▶ _PROBLEM TO SOLVE_
Repeat the data exactly, leaving out any image.

▶ _THE DATA_

──────

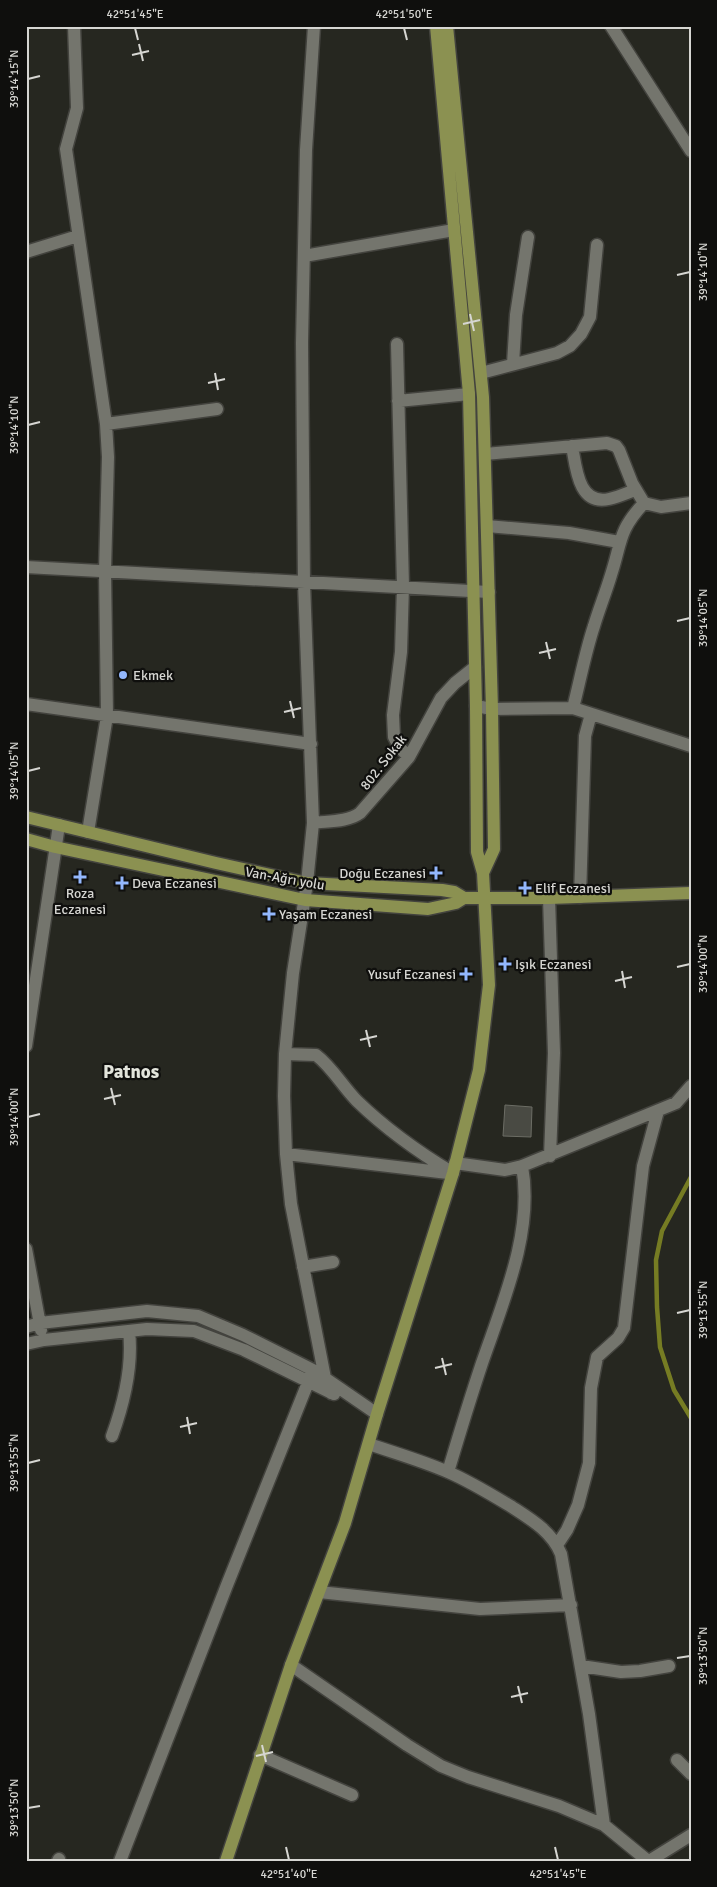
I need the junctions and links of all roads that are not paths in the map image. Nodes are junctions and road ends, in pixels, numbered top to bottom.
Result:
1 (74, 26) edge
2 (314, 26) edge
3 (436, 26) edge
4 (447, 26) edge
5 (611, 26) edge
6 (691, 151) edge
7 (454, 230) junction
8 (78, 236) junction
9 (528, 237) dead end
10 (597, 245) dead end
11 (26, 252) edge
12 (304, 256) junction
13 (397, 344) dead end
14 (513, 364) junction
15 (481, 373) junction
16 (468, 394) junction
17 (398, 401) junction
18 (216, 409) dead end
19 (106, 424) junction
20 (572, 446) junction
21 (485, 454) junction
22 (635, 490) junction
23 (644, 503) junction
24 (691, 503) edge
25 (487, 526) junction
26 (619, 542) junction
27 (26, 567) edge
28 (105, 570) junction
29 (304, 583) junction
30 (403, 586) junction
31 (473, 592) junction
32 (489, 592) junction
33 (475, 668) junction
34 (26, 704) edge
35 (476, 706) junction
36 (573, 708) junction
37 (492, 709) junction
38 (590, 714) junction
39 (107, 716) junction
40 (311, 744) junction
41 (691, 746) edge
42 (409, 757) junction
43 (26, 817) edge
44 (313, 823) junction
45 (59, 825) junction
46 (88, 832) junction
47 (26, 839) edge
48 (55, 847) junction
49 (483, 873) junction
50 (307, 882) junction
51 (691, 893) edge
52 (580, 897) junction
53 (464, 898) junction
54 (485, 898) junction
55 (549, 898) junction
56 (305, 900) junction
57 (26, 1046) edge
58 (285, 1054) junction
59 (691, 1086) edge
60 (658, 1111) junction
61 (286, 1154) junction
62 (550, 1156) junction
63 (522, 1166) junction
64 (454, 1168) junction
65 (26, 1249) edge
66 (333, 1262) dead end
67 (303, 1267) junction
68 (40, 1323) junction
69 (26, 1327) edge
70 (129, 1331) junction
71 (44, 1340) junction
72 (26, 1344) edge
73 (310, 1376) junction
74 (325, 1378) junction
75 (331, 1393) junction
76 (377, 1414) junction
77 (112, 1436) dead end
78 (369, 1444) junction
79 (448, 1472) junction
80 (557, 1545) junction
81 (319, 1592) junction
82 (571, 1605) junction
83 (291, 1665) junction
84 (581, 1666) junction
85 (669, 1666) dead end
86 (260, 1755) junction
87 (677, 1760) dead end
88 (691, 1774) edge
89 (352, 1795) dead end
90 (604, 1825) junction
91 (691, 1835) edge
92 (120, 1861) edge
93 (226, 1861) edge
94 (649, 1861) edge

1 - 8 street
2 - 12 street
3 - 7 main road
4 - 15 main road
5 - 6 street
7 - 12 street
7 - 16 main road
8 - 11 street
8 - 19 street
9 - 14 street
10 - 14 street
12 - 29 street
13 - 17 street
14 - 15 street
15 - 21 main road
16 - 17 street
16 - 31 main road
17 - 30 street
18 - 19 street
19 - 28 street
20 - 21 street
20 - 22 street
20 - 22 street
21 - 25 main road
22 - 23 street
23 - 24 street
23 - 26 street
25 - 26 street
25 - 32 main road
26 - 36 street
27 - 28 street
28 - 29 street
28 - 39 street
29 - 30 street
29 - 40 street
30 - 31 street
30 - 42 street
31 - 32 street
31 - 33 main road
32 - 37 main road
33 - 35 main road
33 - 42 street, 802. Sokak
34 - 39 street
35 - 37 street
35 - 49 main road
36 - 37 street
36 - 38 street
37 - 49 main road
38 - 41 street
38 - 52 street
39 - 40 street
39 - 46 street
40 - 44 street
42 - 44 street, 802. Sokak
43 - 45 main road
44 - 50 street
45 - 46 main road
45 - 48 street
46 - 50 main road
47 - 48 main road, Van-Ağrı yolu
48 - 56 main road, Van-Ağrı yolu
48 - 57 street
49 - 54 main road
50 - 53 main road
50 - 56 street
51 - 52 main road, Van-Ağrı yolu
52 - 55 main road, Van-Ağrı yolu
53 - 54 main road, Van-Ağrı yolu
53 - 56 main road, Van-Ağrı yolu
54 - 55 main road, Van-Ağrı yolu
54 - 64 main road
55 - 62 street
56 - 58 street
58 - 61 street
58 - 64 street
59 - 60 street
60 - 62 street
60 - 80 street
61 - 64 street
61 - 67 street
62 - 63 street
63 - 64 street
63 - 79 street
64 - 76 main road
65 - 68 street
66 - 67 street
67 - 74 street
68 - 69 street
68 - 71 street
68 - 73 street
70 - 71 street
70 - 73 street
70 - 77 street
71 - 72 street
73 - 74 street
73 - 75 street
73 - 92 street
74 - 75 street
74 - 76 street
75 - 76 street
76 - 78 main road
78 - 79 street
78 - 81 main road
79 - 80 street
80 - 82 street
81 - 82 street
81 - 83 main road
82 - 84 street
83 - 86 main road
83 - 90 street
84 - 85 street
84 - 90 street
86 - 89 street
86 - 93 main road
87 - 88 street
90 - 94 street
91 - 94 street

──────

▶ _ANSWER SPACE_
I need the junctions and links of all roads that are not paths in the map image. Nodes are junctions and road ends, in pixels, numbered top to bottom.
Result:
1 (74, 26) edge
2 (314, 26) edge
3 (436, 26) edge
4 (447, 26) edge
5 (611, 26) edge
6 (691, 151) edge
7 (454, 230) junction
8 (78, 236) junction
9 (528, 237) dead end
10 (597, 245) dead end
11 (26, 252) edge
12 (304, 256) junction
13 (397, 344) dead end
14 (513, 364) junction
15 (481, 373) junction
16 (468, 394) junction
17 (398, 401) junction
18 (216, 409) dead end
19 (106, 424) junction
20 (572, 446) junction
21 (485, 454) junction
22 (635, 490) junction
23 (644, 503) junction
24 (691, 503) edge
25 (487, 526) junction
26 (619, 542) junction
27 (26, 567) edge
28 (105, 570) junction
29 (304, 583) junction
30 (403, 586) junction
31 (473, 592) junction
32 (489, 592) junction
33 (475, 668) junction
34 (26, 704) edge
35 (476, 706) junction
36 (573, 708) junction
37 (492, 709) junction
38 (590, 714) junction
39 (107, 716) junction
40 (311, 744) junction
41 (691, 746) edge
42 (409, 757) junction
43 (26, 817) edge
44 (313, 823) junction
45 (59, 825) junction
46 (88, 832) junction
47 (26, 839) edge
48 (55, 847) junction
49 (483, 873) junction
50 (307, 882) junction
51 (691, 893) edge
52 (580, 897) junction
53 (464, 898) junction
54 (485, 898) junction
55 (549, 898) junction
56 (305, 900) junction
57 (26, 1046) edge
58 (285, 1054) junction
59 (691, 1086) edge
60 (658, 1111) junction
61 (286, 1154) junction
62 (550, 1156) junction
63 (522, 1166) junction
64 (454, 1168) junction
65 (26, 1249) edge
66 (333, 1262) dead end
67 (303, 1267) junction
68 (40, 1323) junction
69 (26, 1327) edge
70 (129, 1331) junction
71 (44, 1340) junction
72 (26, 1344) edge
73 (310, 1376) junction
74 (325, 1378) junction
75 (331, 1393) junction
76 (377, 1414) junction
77 (112, 1436) dead end
78 (369, 1444) junction
79 (448, 1472) junction
80 (557, 1545) junction
81 (319, 1592) junction
82 (571, 1605) junction
83 (291, 1665) junction
84 (581, 1666) junction
85 (669, 1666) dead end
86 (260, 1755) junction
87 (677, 1760) dead end
88 (691, 1774) edge
89 (352, 1795) dead end
90 (604, 1825) junction
91 (691, 1835) edge
92 (120, 1861) edge
93 (226, 1861) edge
94 (649, 1861) edge

1 - 8 street
2 - 12 street
3 - 7 main road
4 - 15 main road
5 - 6 street
7 - 12 street
7 - 16 main road
8 - 11 street
8 - 19 street
9 - 14 street
10 - 14 street
12 - 29 street
13 - 17 street
14 - 15 street
15 - 21 main road
16 - 17 street
16 - 31 main road
17 - 30 street
18 - 19 street
19 - 28 street
20 - 21 street
20 - 22 street
20 - 22 street
21 - 25 main road
22 - 23 street
23 - 24 street
23 - 26 street
25 - 26 street
25 - 32 main road
26 - 36 street
27 - 28 street
28 - 29 street
28 - 39 street
29 - 30 street
29 - 40 street
30 - 31 street
30 - 42 street
31 - 32 street
31 - 33 main road
32 - 37 main road
33 - 35 main road
33 - 42 street, 802. Sokak
34 - 39 street
35 - 37 street
35 - 49 main road
36 - 37 street
36 - 38 street
37 - 49 main road
38 - 41 street
38 - 52 street
39 - 40 street
39 - 46 street
40 - 44 street
42 - 44 street, 802. Sokak
43 - 45 main road
44 - 50 street
45 - 46 main road
45 - 48 street
46 - 50 main road
47 - 48 main road, Van-Ağrı yolu
48 - 56 main road, Van-Ağrı yolu
48 - 57 street
49 - 54 main road
50 - 53 main road
50 - 56 street
51 - 52 main road, Van-Ağrı yolu
52 - 55 main road, Van-Ağrı yolu
53 - 54 main road, Van-Ağrı yolu
53 - 56 main road, Van-Ağrı yolu
54 - 55 main road, Van-Ağrı yolu
54 - 64 main road
55 - 62 street
56 - 58 street
58 - 61 street
58 - 64 street
59 - 60 street
60 - 62 street
60 - 80 street
61 - 64 street
61 - 67 street
62 - 63 street
63 - 64 street
63 - 79 street
64 - 76 main road
65 - 68 street
66 - 67 street
67 - 74 street
68 - 69 street
68 - 71 street
68 - 73 street
70 - 71 street
70 - 73 street
70 - 77 street
71 - 72 street
73 - 74 street
73 - 75 street
73 - 92 street
74 - 75 street
74 - 76 street
75 - 76 street
76 - 78 main road
78 - 79 street
78 - 81 main road
79 - 80 street
80 - 82 street
81 - 82 street
81 - 83 main road
82 - 84 street
83 - 86 main road
83 - 90 street
84 - 85 street
84 - 90 street
86 - 89 street
86 - 93 main road
87 - 88 street
90 - 94 street
91 - 94 street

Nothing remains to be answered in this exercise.